How unlimited congressional investigations could destroy our constitutional order – By Edward Morrissey (The Week) / May 15 2019
Can Washington effectively govern any longer? Bitter partisanship has become such a feature of American politics that voters have understandably lowered their expectations about the effectiveness of our institutions.
Now that partisanship, and a growing trend toward maximalist politics, has escalated the tension between the legislative and executive branches to a level that threatens a complete breakdown in governance. A blizzard of investigations by the Democratic House into the executive branch and into the personal finances of the president and his family has resulted, predictably, in an all-out strategy of blocking those efforts. As the subpoenas and lawsuits pile up between both ends of Pennsylvania Avenue, the courts face a legal tangle that threatens to lead to utter futility when voters split power in Washington.
The subpoenas issued by Congress as part of over 20 separate House probes of Trump, his family, and his administration pertain to a mix of private finances and official government operations. The administration and its defenders call this an unprecedented example of harassment, and note that it comes after a special counsel resolved a two-year probe into the 2016 election without developing evidence of criminal conduct by Trump and his campaign. Still, some of these oversight efforts are reasonable and focused on government operation, even if they are arguably being conducted unreasonably.
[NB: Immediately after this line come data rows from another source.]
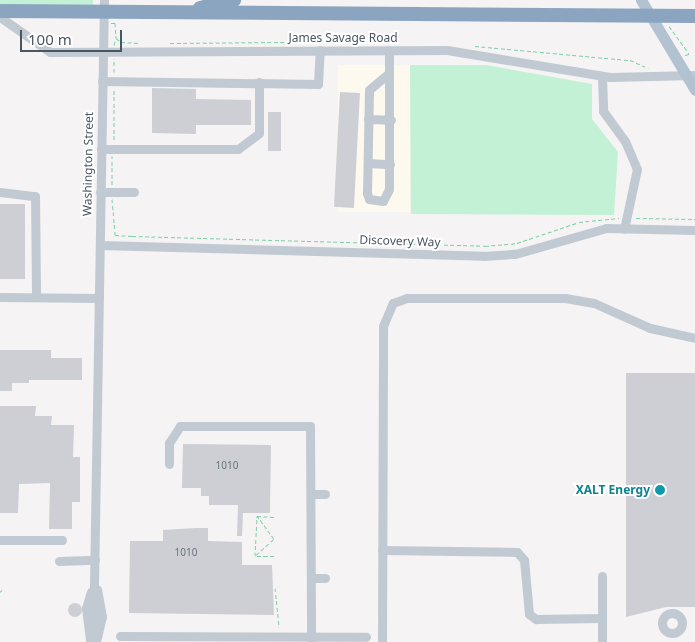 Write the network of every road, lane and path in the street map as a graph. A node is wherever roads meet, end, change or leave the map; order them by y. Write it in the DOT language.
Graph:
graph roads {
  1 [pos="641,0"];
  2 [pos="103,6"];
  3 [pos="233,7"];
  4 [pos="0,11"];
  5 [pos="695,16"];
  6 [pos="0,17"];
  7 [pos="116,38"];
  8 [pos="114,50"];
  9 [pos="320,50"];
  10 [pos="389,50"];
  11 [pos="103,52"];
  12 [pos="389,73"];
  13 [pos="691,76"];
  14 [pos="602,77"];
  15 [pos="102,81"];
  16 [pos="114,81"];
  17 [pos="260,82"];
  18 [pos="695,90"];
  19 [pos="368,119"];
  20 [pos="391,120"];
  21 [pos="101,149"];
  22 [pos="113,149"];
  23 [pos="368,163"];
  24 [pos="390,164"];
  25 [pos="0,192"];
  26 [pos="100,192"];
  27 [pos="112,192"];
  28 [pos="134,192"];
  29 [pos="626,218"];
  30 [pos="695,219"];
  31 [pos="624,228"];
  32 [pos="695,230"];
  33 [pos="100,245"];
  34 [pos="0,297"];
  35 [pos="36,297"];
  36 [pos="99,298"];
  37 [pos="695,338"];
  38 [pos="169,464"];
  39 [pos="311,494"];
  40 [pos="325,494"];
  41 [pos="256,516"];
  42 [pos="274,517"];
  43 [pos="0,540"];
  44 [pos="62,540"];
  45 [pos="382,550"];
  46 [pos="255,556"];
  47 [pos="274,556"];
  48 [pos="59,560"];
  49 [pos="95,560"];
  50 [pos="602,576"];
  51 [pos="311,578"];
  52 [pos="325,578"];
  53 [pos="275,588"];
  54 [pos="602,618"];
  55 [pos="279,627"];
  56 [pos="120,636"];
  57 [pos="366,637"];
  58 [pos="671,637"];
  59 [pos="311,639"];
  60 [pos="94,642"];
  61 [pos="382,642"];
  62 [pos="602,642"];
  1 -- 13 [label="main road"];
  2 -- 3 [label="highway"];
  2 -- 4 [label="highway"];
  2 -- 11 [label="street, Washington Street"];
  3 -- 5 [label="highway"];
  6 -- 11 [label="street, James Savage Road"];
  7 -- 8 [label="path"];
  8 -- 9 [label="street, James Savage Road"];
  8 -- 11 [label="street, James Savage Road"];
  8 -- 16 [label="path"];
  9 -- 10 [label="street, James Savage Road"];
  9 -- 17 [label="street"];
  10 -- 12 [label="street"];
  10 -- 14 [label="street, James Savage Road"];
  11 -- 15 [label="street, Washington Street"];
  12 -- 19 [label="street"];
  12 -- 20 [label="street"];
  13 -- 14 [label="street, James Savage Road"];
  13 -- 18 [label="main road"];
  14 -- 29 [label="street"];
  15 -- 16 [label="street"];
  15 -- 21 [label="street, Washington Street"];
  16 -- 17 [label="street"];
  16 -- 22 [label="path"];
  17 -- 22 [label="street"];
  19 -- 20 [label="street"];
  19 -- 23 [label="street"];
  20 -- 24 [label="street"];
  21 -- 22 [label="street"];
  21 -- 26 [label="street, Washington Street"];
  22 -- 27 [label="path"];
  23 -- 24 [label="street"];
  23 -- 24 [label="street"];
  25 -- 35 [label="street"];
  26 -- 27 [label="street"];
  26 -- 33 [label="street, Washington Street"];
  27 -- 28 [label="street"];
  27 -- 29 [label="path"];
  29 -- 30 [label="path"];
  29 -- 31 [label="street"];
  31 -- 32 [label="street, Discovery Way"];
  31 -- 33 [label="street, Discovery Way"];
  33 -- 36 [label="street, Washington Street"];
  34 -- 35 [label="street"];
  35 -- 36 [label="street"];
  36 -- 49 [label="street, Washington Street"];
  37 -- 45 [label="street"];
  38 -- 39 [label="street"];
  39 -- 40 [label="street"];
  39 -- 51 [label="street"];
  41 -- 42 [label="path"];
  41 -- 46 [label="path"];
  41 -- 46 [label="path"];
  43 -- 44 [label="street"];
  45 -- 54 [label="street"];
  45 -- 61 [label="street"];
  46 -- 47 [label="path"];
  48 -- 49 [label="street"];
  49 -- 60 [label="street, Washington Street"];
  50 -- 54 [label="street"];
  51 -- 52 [label="street"];
  51 -- 59 [label="street"];
  53 -- 55 [label="path"];
  54 -- 62 [label="street"];
  56 -- 59 [label="street"];
  57 -- 59 [label="street"];
  58 -- 58 [label="street"];
} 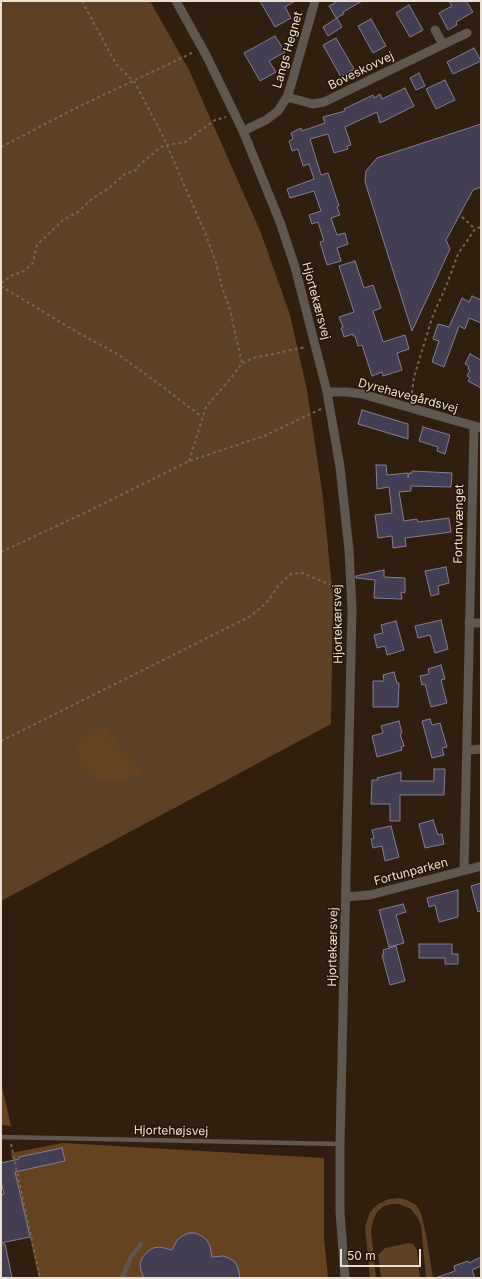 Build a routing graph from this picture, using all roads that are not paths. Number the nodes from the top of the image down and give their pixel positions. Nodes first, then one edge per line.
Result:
1 (176, 1) edge
2 (315, 1) edge
3 (435, 30) dead end
4 (467, 33) dead end
5 (443, 44) junction
6 (287, 97) junction
7 (243, 131) junction
8 (327, 392) junction
9 (477, 427) edge
10 (469, 623) junction
11 (481, 623) edge
12 (481, 749) edge
13 (467, 750) junction
14 (481, 866) edge
15 (464, 870) junction
16 (346, 897) junction
17 (1, 1137) edge
18 (340, 1144) junction
19 (141, 1244) dead end
20 (122, 1278) edge
21 (345, 1278) edge

1 - 7 street, Hjortekærsvej
2 - 6 street, Langs Hegnet
3 - 5 street
4 - 5 street, Boveskovvej
5 - 6 street, Boveskovvej
6 - 7 street, Langs Hegnet
7 - 8 street, Hjortekærsvej
8 - 9 street, Dyrehavegårdsvej
8 - 16 street, Hjortekærsvej
9 - 10 street, Fortunvænget
10 - 11 street
10 - 13 street, Fortunvænget
12 - 13 street
13 - 15 street, Fortunvænget
14 - 15 street, Fortunparken
15 - 16 street, Fortunparken
16 - 18 street, Hjortekærsvej
17 - 18 lane, Hjortehøjsvej
18 - 21 street, Hjortekærsvej
19 - 20 lane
At issue is whether we have co-equal branches of government and to whom each is accountable. Democrats in Congress have issued subpoenas arguing that their authority to conduct investigations into the executive branch and the president is absolute. However, nothing in the Constitution explicitly grants one branch that kind of unlimited authority over another. Article I Section 6 prohibits the executive branch from arresting legislators while Congress is in session, a clause which has been generally interpreted as limiting executive branch investigations into members of Congress. For instance, an FBI raid on former Rep. William Jefferson’s offices in a corruption probe brought an immediate and bipartisan challenge from congressional leadership, and the FBI returned documents seized in the raid. (Jefferson later got convicted and sentenced to 13 years in prison, and served over five years.)
That limitation should suggest a similar and reflexive limitation on Congress’ ability to investigate the co-equal executive branch. And indeed, the courts have found such a limitation. The Supreme Court ruled in Watkins vs US in 1957 that Congress’ authority to investigate is tied to its legislative interests. The context for that decision dealt with private activity, not government operations, in which Congress has a clear and significant standing interest. The mix of investigations might make it difficult for the courts to deal with the conflict between the White House and Congress in a consistent manner that addresses the independence of each.
Nevertheless, at some point the Supreme Court will have to find a way to apply a limiting principle to congressional authority in regard to the executive branch, through Watkins or on its own. The alternative, where Congress has investigative authority without limit, promises an outcome where no executive from a competing party can possibly govern. We will have backed into a proxy parliamentary system, where the executive serves at the whim of one or both chambers of Congress.
We have already seen how that will come to pass. Committees under the control of the other party will issue subpoenas at will, enforcing those subpoenas through ruinous fines or detention through “inherent contempt” powers. There will be no dividing lines between private behavior and public action, and even normal exercise of the latter will result in endless demands for hearings and threats of self-enforced contempt actions. Even if this present session of Congress declines to go quite that far, the escalation and precedent set now will get amplified and expanded in a tit-for-tat fashion as has already been seen in the Senate’s confirmation processes for the past two decades.
Eventually, parties will simply refuse to allow any opposition White House to function. Presidents will struggle to find qualified appointees to fill roles within an administration regardless of whether those positions require Senate confirmation or not, if appointment means continuous character assassination. Even when those roles do get filled, the disincentives for action will mount to the point of paralysis — unless the party controlling the White House also controls both chambers of Congress. At that point, any exercise of oversight will have become so toxic that political parties will refuse to apply it to their own executives.
Many Western democracies use parliamentary systems to generate their executive functions, a structure that leaves the executive entirely accountable to the parliament. The American system, however, elects Congress and the president separately. The president derives his or her authority directly from the states and the voters, not Congress, and that is where political accountability should lie as well. The attempts by the House to overwhelm this administration with subpoenas and contempt actions is an attempt to usurp the authority of both the states and voters, and to impose a parliamentary system by proxy. It will set precedents that both parties will exploit for revenge, and both parties will live to regret.
Unfortunately for the courts, this situation is so unprecedented that an easy solution will likely prove elusive. Let’s hope the courts apply Watkins broadly enough to require Congress to either take the politically risky step of impeachment proceedings to deal with actual high crimes and misdemeanors, or stick to oversight functions that relate directly to their legislative authority. Anything less will eventually upend the principle of co-equal powers and undermine the constitutional order of the last 230 years.